Baptists historically have been New Covenant Christians. The early 18th century Baptists were uninterested inturning sinners into Mosaic Law-keepers and solely concerned with turning sinners into Christ believers. When Jesus Christ told us He came to fulfill the Law and the prophets, He meant it (Matthew 5:17). He fulfilled the Law with His life, death and resurrection, and then He abolished it and became a new Law Giver for His people. He said:

"A new commandment I give to you, that you love one another, even as I have loved you, that you also love one another. By this all men will know that you are My disciples, if you have love for one another" (John 13:34-35).

Some might wonder about the practical differences between an Old Covenant believer as compared to the New Covenant believer. One of the best illustrations of the differences between the behavior of Old Covenant Christians when compared to the behavior of New Covenant Christians is given by my friend Jon Zens.

Jon points out that the Puritans (Old Covenant Christians) came over to the New World and found themselves facing the Native Americans (Indians). Old Covenant typology dominated their behavior toward the Indians. The Puritans saw their exodus from England paralleling Israel's exodus from Egypt in the Old Testament. The Puritans viewed their crossing of the Atlantic as a parallel to Israel's crossing of the Red Sea. The Puritans believed that their arrival in the New World paralleled Israel's arrival and entrance into the land of Canaan. The Puritans hoped that the New World would indeed be a land "flowing with milk and honey."

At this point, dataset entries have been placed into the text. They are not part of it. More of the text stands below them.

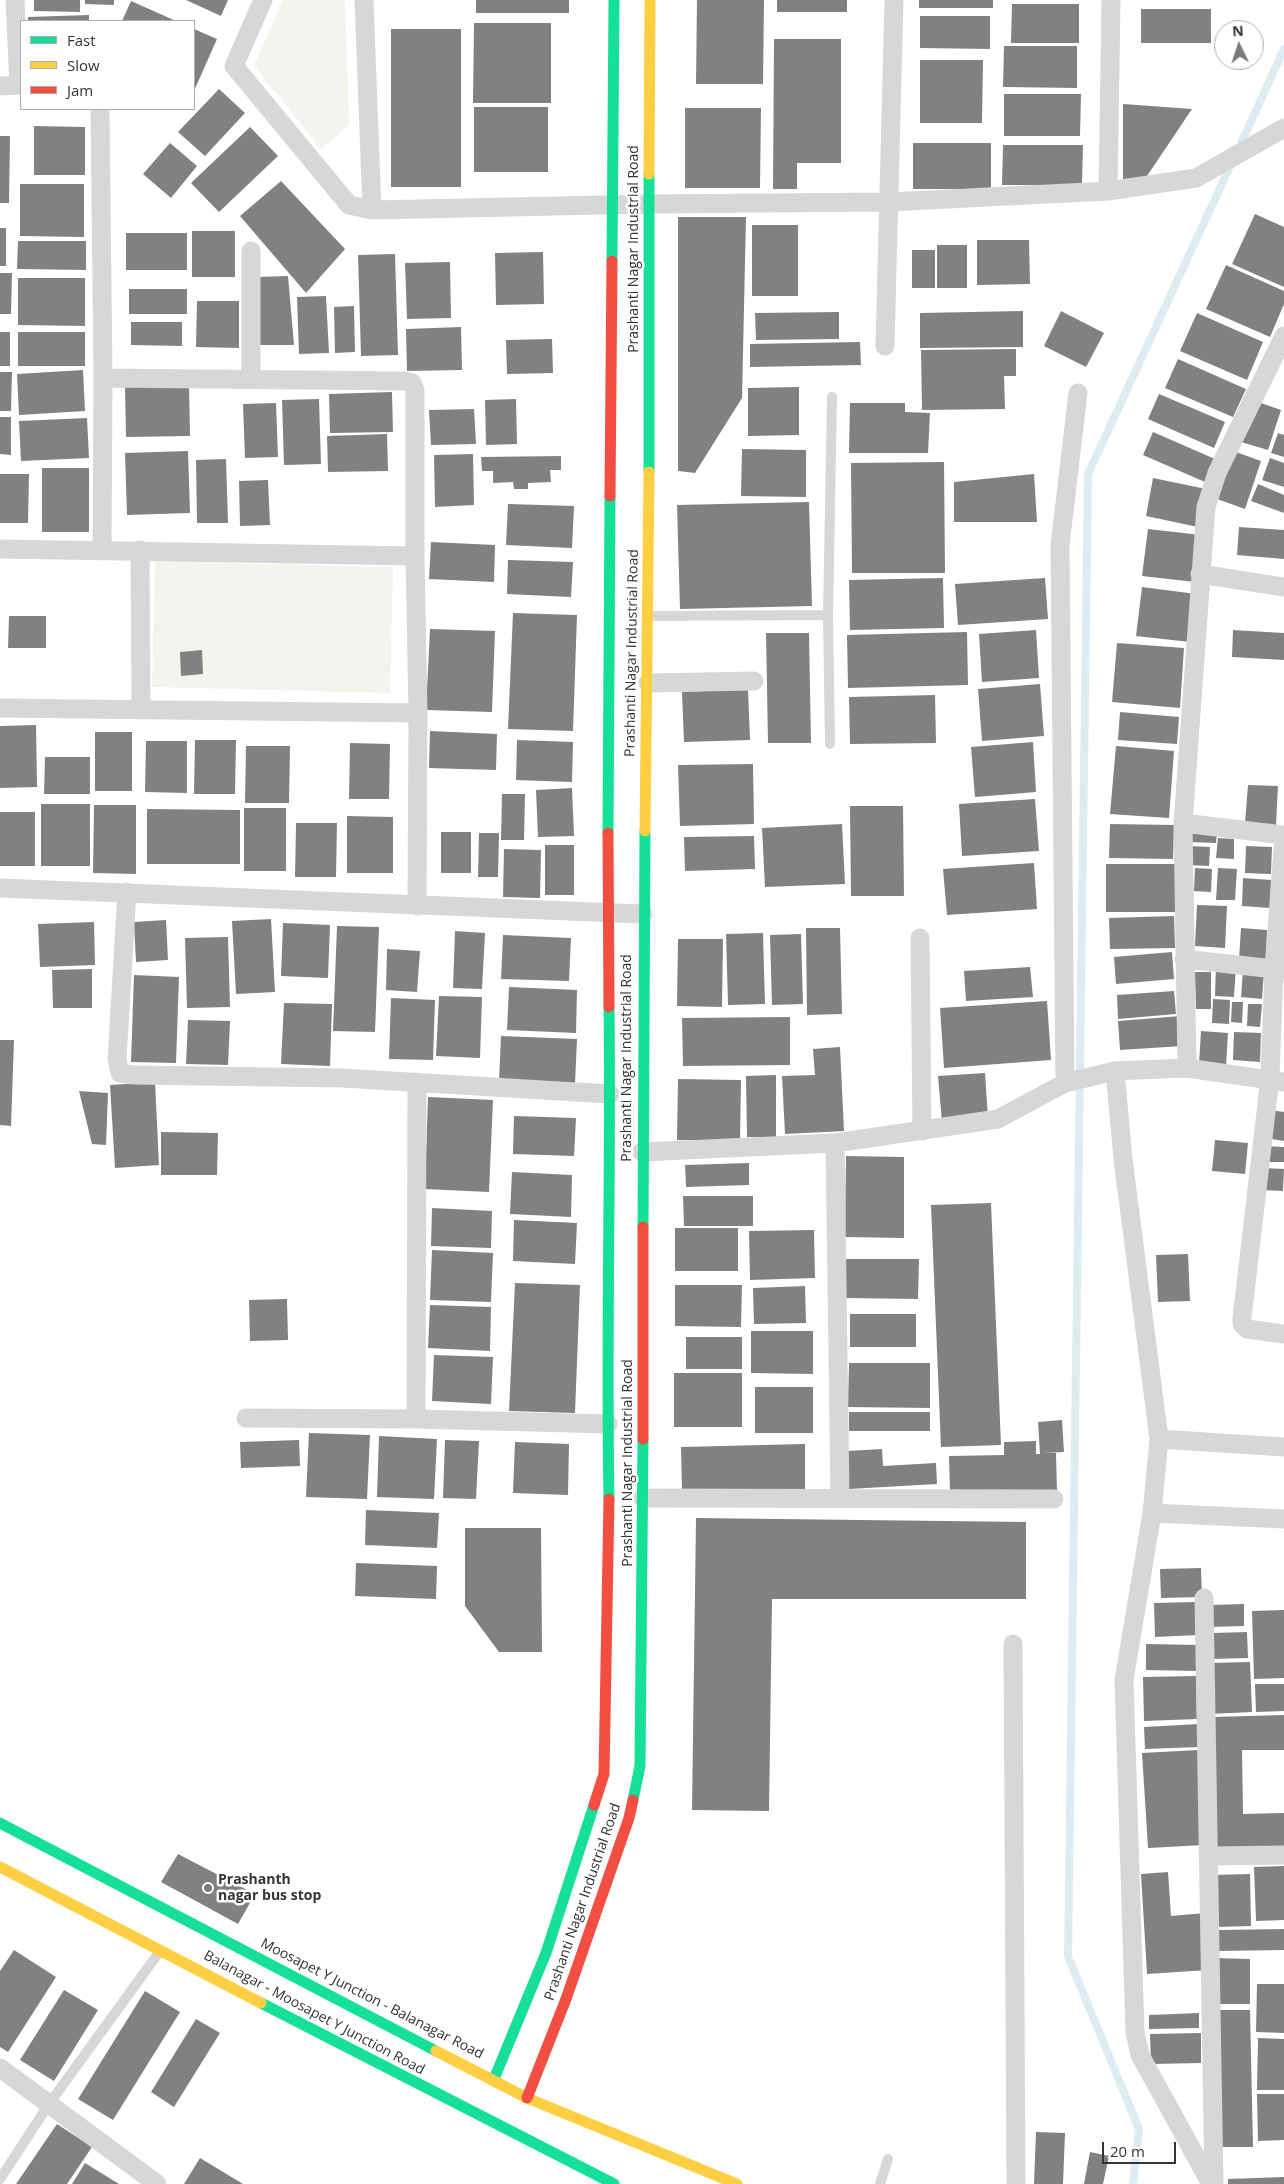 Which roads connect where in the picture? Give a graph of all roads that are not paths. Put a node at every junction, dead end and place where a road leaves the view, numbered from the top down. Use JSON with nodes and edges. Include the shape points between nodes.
{"nodes":[{"id":1,"x":16,"y":0,"type":"edge"},
{"id":2,"x":263,"y":0,"type":"edge"},
{"id":3,"x":364,"y":0,"type":"edge"},
{"id":4,"x":614,"y":0,"type":"edge"},
{"id":5,"x":650,"y":0,"type":"edge"},
{"id":6,"x":894,"y":0,"type":"edge"},
{"id":7,"x":1111,"y":0,"type":"edge"},
{"id":8,"x":13,"y":85,"type":"edge"},
{"id":9,"x":100,"y":110,"type":"edge"},
{"id":10,"x":1284,"y":128,"type":"edge"},
{"id":11,"x":1108,"y":191,"type":"junction"},
{"id":12,"x":888,"y":202,"type":"junction"},
{"id":13,"x":648,"y":204,"type":"junction"},
{"id":14,"x":611,"y":205,"type":"junction"},
{"id":15,"x":372,"y":210,"type":"junction"},
{"id":16,"x":251,"y":251,"type":"dead end"},
{"id":17,"x":1284,"y":336,"type":"edge"},
{"id":18,"x":885,"y":346,"type":"dead end"},
{"id":19,"x":1276,"y":368,"type":"edge"},
{"id":20,"x":103,"y":378,"type":"junction"},
{"id":21,"x":251,"y":379,"type":"junction"},
{"id":22,"x":1078,"y":392,"type":"dead end"},
{"id":23,"x":832,"y":397,"type":"dead end"},
{"id":24,"x":0,"y":549,"type":"edge"},
{"id":25,"x":102,"y":549,"type":"junction"},
{"id":26,"x":140,"y":550,"type":"junction"},
{"id":27,"x":414,"y":556,"type":"junction"},
{"id":28,"x":1200,"y":574,"type":"junction"},
{"id":29,"x":1284,"y":587,"type":"edge"},
{"id":30,"x":828,"y":615,"type":"junction"},
{"id":31,"x":648,"y":616,"type":"junction"},
{"id":32,"x":754,"y":681,"type":"dead end"},
{"id":33,"x":648,"y":683,"type":"junction"},
{"id":34,"x":0,"y":708,"type":"edge"},
{"id":35,"x":141,"y":710,"type":"junction"},
{"id":36,"x":418,"y":713,"type":"junction"},
{"id":37,"x":830,"y":744,"type":"dead end"},
{"id":38,"x":1183,"y":823,"type":"junction"},
{"id":39,"x":1284,"y":836,"type":"edge"},
{"id":40,"x":0,"y":888,"type":"edge"},
{"id":41,"x":127,"y":892,"type":"junction"},
{"id":42,"x":417,"y":906,"type":"junction"},
{"id":43,"x":607,"y":914,"type":"junction"},
{"id":44,"x":643,"y":914,"type":"junction"},
{"id":45,"x":920,"y":938,"type":"dead end"},
{"id":46,"x":1184,"y":959,"type":"junction"},
{"id":47,"x":1279,"y":969,"type":"edge"},
{"id":48,"x":1187,"y":1068,"type":"junction"},
{"id":49,"x":1115,"y":1071,"type":"junction"},
{"id":50,"x":1277,"y":1080,"type":"edge"},
{"id":51,"x":417,"y":1082,"type":"junction"},
{"id":52,"x":1069,"y":1082,"type":"junction"},
{"id":53,"x":610,"y":1094,"type":"junction"},
{"id":54,"x":922,"y":1131,"type":"junction"},
{"id":55,"x":835,"y":1143,"type":"junction"},
{"id":56,"x":642,"y":1152,"type":"junction"},
{"id":57,"x":1284,"y":1334,"type":"edge"},
{"id":58,"x":246,"y":1418,"type":"dead end"},
{"id":59,"x":416,"y":1419,"type":"junction"},
{"id":60,"x":608,"y":1424,"type":"junction"},
{"id":61,"x":1159,"y":1439,"type":"junction"},
{"id":62,"x":1284,"y":1446,"type":"edge"},
{"id":63,"x":643,"y":1498,"type":"junction"},
{"id":64,"x":840,"y":1499,"type":"junction"},
{"id":65,"x":1054,"y":1499,"type":"dead end"},
{"id":66,"x":1152,"y":1513,"type":"junction"},
{"id":67,"x":1284,"y":1520,"type":"edge"},
{"id":68,"x":1204,"y":1598,"type":"dead end"},
{"id":69,"x":1013,"y":1644,"type":"dead end"},
{"id":70,"x":0,"y":1823,"type":"edge"},
{"id":71,"x":1284,"y":1855,"type":"edge"},
{"id":72,"x":1209,"y":1856,"type":"junction"},
{"id":73,"x":0,"y":1867,"type":"edge"},
{"id":74,"x":161,"y":1951,"type":"junction"},
{"id":75,"x":0,"y":2068,"type":"edge"},
{"id":76,"x":494,"y":2079,"type":"junction"},
{"id":77,"x":527,"y":2098,"type":"junction"},
{"id":78,"x":49,"y":2104,"type":"junction"},
{"id":79,"x":888,"y":2159,"type":"dead end"},
{"id":80,"x":0,"y":2178,"type":"edge"},
{"id":81,"x":600,"y":2181,"type":"edge"},
{"id":82,"x":157,"y":2184,"type":"edge"},
{"id":83,"x":614,"y":2184,"type":"edge"},
{"id":84,"x":737,"y":2184,"type":"edge"},
{"id":85,"x":880,"y":2184,"type":"edge"},
{"id":86,"x":1016,"y":2184,"type":"edge"},
{"id":87,"x":1213,"y":2184,"type":"edge"}],
"edges":[{"from":1,"to":8,"type":"street"},
{"from":2,"to":15,"type":"street","via":[[234,66],[349,205]]},
{"from":3,"to":15,"type":"street"},
{"from":4,"to":14,"type":"street","name":"Prashanti Nagar Industrial Road"},
{"from":5,"to":13,"type":"street","name":"Prashanti Nagar Industrial Road"},
{"from":6,"to":12,"type":"street"},
{"from":7,"to":11,"type":"street"},
{"from":9,"to":20,"type":"street"},
{"from":10,"to":11,"type":"street","via":[[1196,178]]},
{"from":11,"to":12,"type":"street"},
{"from":12,"to":13,"type":"street"},
{"from":12,"to":18,"type":"street"},
{"from":13,"to":14,"type":"street"},
{"from":13,"to":31,"type":"street","name":"Prashanti Nagar Industrial Road"},
{"from":14,"to":15,"type":"street"},
{"from":14,"to":43,"type":"street","name":"Prashanti Nagar Industrial Road"},
{"from":16,"to":21,"type":"street"},
{"from":17,"to":19,"type":"street"},
{"from":19,"to":28,"type":"street","via":[[1217,473],[1206,507]]},
{"from":20,"to":21,"type":"street"},
{"from":20,"to":25,"type":"street"},
{"from":21,"to":27,"type":"street","via":[[405,381],[412,384],[415,390]]},
{"from":22,"to":52,"type":"street","via":[[1060,545]]},
{"from":23,"to":30,"type":"lane"},
{"from":24,"to":25,"type":"street"},
{"from":25,"to":26,"type":"street"},
{"from":26,"to":27,"type":"street"},
{"from":26,"to":35,"type":"street"},
{"from":27,"to":36,"type":"street"},
{"from":28,"to":29,"type":"street"},
{"from":28,"to":38,"type":"street"},
{"from":30,"to":31,"type":"lane"},
{"from":30,"to":37,"type":"lane"},
{"from":31,"to":33,"type":"street","name":"Prashanti Nagar Industrial Road"},
{"from":32,"to":33,"type":"street"},
{"from":33,"to":44,"type":"street","name":"Prashanti Nagar Industrial Road"},
{"from":34,"to":35,"type":"street"},
{"from":35,"to":36,"type":"street"},
{"from":36,"to":42,"type":"street"},
{"from":38,"to":39,"type":"street"},
{"from":38,"to":46,"type":"street"},
{"from":39,"to":47,"type":"street"},
{"from":40,"to":41,"type":"street"},
{"from":41,"to":42,"type":"street"},
{"from":41,"to":51,"type":"street","via":[[117,1059],[120,1073]]},
{"from":42,"to":43,"type":"street"},
{"from":43,"to":44,"type":"street"},
{"from":43,"to":53,"type":"street","name":"Prashanti Nagar Industrial Road"},
{"from":44,"to":56,"type":"street","name":"Prashanti Nagar Industrial Road"},
{"from":45,"to":54,"type":"street"},
{"from":46,"to":47,"type":"street"},
{"from":46,"to":48,"type":"street"},
{"from":47,"to":50,"type":"street"},
{"from":48,"to":49,"type":"street"},
{"from":48,"to":50,"type":"street"},
{"from":49,"to":52,"type":"street"},
{"from":49,"to":61,"type":"street","via":[[1123,1159]]},
{"from":50,"to":57,"type":"street","via":[[1242,1324],[1247,1329]]},
{"from":51,"to":53,"type":"street"},
{"from":51,"to":59,"type":"street"},
{"from":52,"to":54,"type":"street","via":[[998,1119]]},
{"from":53,"to":60,"type":"street","name":"Prashanti Nagar Industrial Road"},
{"from":54,"to":55,"type":"street"},
{"from":55,"to":56,"type":"street"},
{"from":55,"to":64,"type":"street"},
{"from":56,"to":63,"type":"street","name":"Prashanti Nagar Industrial Road"},
{"from":58,"to":59,"type":"street"},
{"from":59,"to":60,"type":"street"},
{"from":60,"to":76,"type":"street","name":"Prashanti Nagar Industrial Road","via":[[610,1527],[604,1774],[546,1953]]},
{"from":61,"to":62,"type":"street"},
{"from":61,"to":66,"type":"street"},
{"from":63,"to":64,"type":"street"},
{"from":63,"to":77,"type":"street","name":"Prashanti Nagar Industrial Road","via":[[640,1766],[630,1818]]},
{"from":64,"to":65,"type":"street"},
{"from":66,"to":67,"type":"street"},
{"from":66,"to":87,"type":"street","via":[[1124,1680],[1135,2032],[1140,2055]]},
{"from":68,"to":72,"type":"street"},
{"from":69,"to":86,"type":"street"},
{"from":70,"to":76,"type":"street","name":"Moosapet Y Junction - Balanagar Road"},
{"from":71,"to":72,"type":"street"},
{"from":72,"to":87,"type":"street"},
{"from":73,"to":74,"type":"street","name":"Balanagar - Moosapet Y Junction Road"},
{"from":74,"to":78,"type":"lane"},
{"from":74,"to":81,"type":"street","name":"Balanagar - Moosapet Y Junction Road"},
{"from":75,"to":78,"type":"street"},
{"from":76,"to":77,"type":"street","name":"Moosapet Y Junction - Balanagar Road"},
{"from":77,"to":84,"type":"street","name":"Moosapet Y Junction - Balanagar Road"},
{"from":78,"to":80,"type":"lane"},
{"from":78,"to":82,"type":"street"},
{"from":79,"to":85,"type":"lane"},
{"from":81,"to":83,"type":"street","name":"Balanagar - Moosapet Y Junction Road"}]}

But now came the mistake the Puritans made because of their emphasis on the Old Covenant.

The Puritans believed that the Native Americans they met in the New World paralleled Israel meeting the heathen nations in the land of Canaan. How should they respond? Old Covenant typology pointed to casting out the Native peoples by force, precisely as Israel cast out the heathen nations in Canaan. However, New Covenant theology commands believers in Christ to love their enemies. Should the Puritans follow the Law of Christ by loving and evangelizing the Indians, or should the Puritans follow the example of Old Covenant Israel and kill the native dwellers? According to Zens, the Puritans behaved in a manner consistent with their Old Covenant beliefs. Over time they removed or exterminated the Indians, claiming the New World for God.

Now, back to the Presbyterian lady we met. Her husband was not a believer. She had been married to him for over fifty years, but it had been "exceedingly difficult." She so desperately wanted her husband to be 'obedient' to God's Laws (worshipping on the Sabbath, tithing on their income, etc...) because "God blesses our obedience." I was worn out listening to her.

I would suggest that what her husband needed was a wife who was so full of Christ, so appreciative of the perfect righteousness that has been given to her because of her faith in Jesus, that she loves her husband exactly the way Christ loves her. It seems to me that if the New Covenant was the foundation of her theology and philosophy of living, then she would set aside any emphasis on her husband's performance--or lack thereof -- and simply love him without expectations or conditions.

Obviously, this post has simplified some very complex issues, but my goal is not so much to convince anyone of this truth as much as it is to encourage the beginning of a journey toward truth. It's an axiom that if there is maladjustment in one's behavior toward people, it's usually because of a problem in one's beliefs about God.

We need more New Covenant theology preaching in our churches so that our behavior as believers toward others will match our beliefs of God's behavior toward us in Christ - as taught in the apex of God's self-revelation, otherwise known as the New Testament.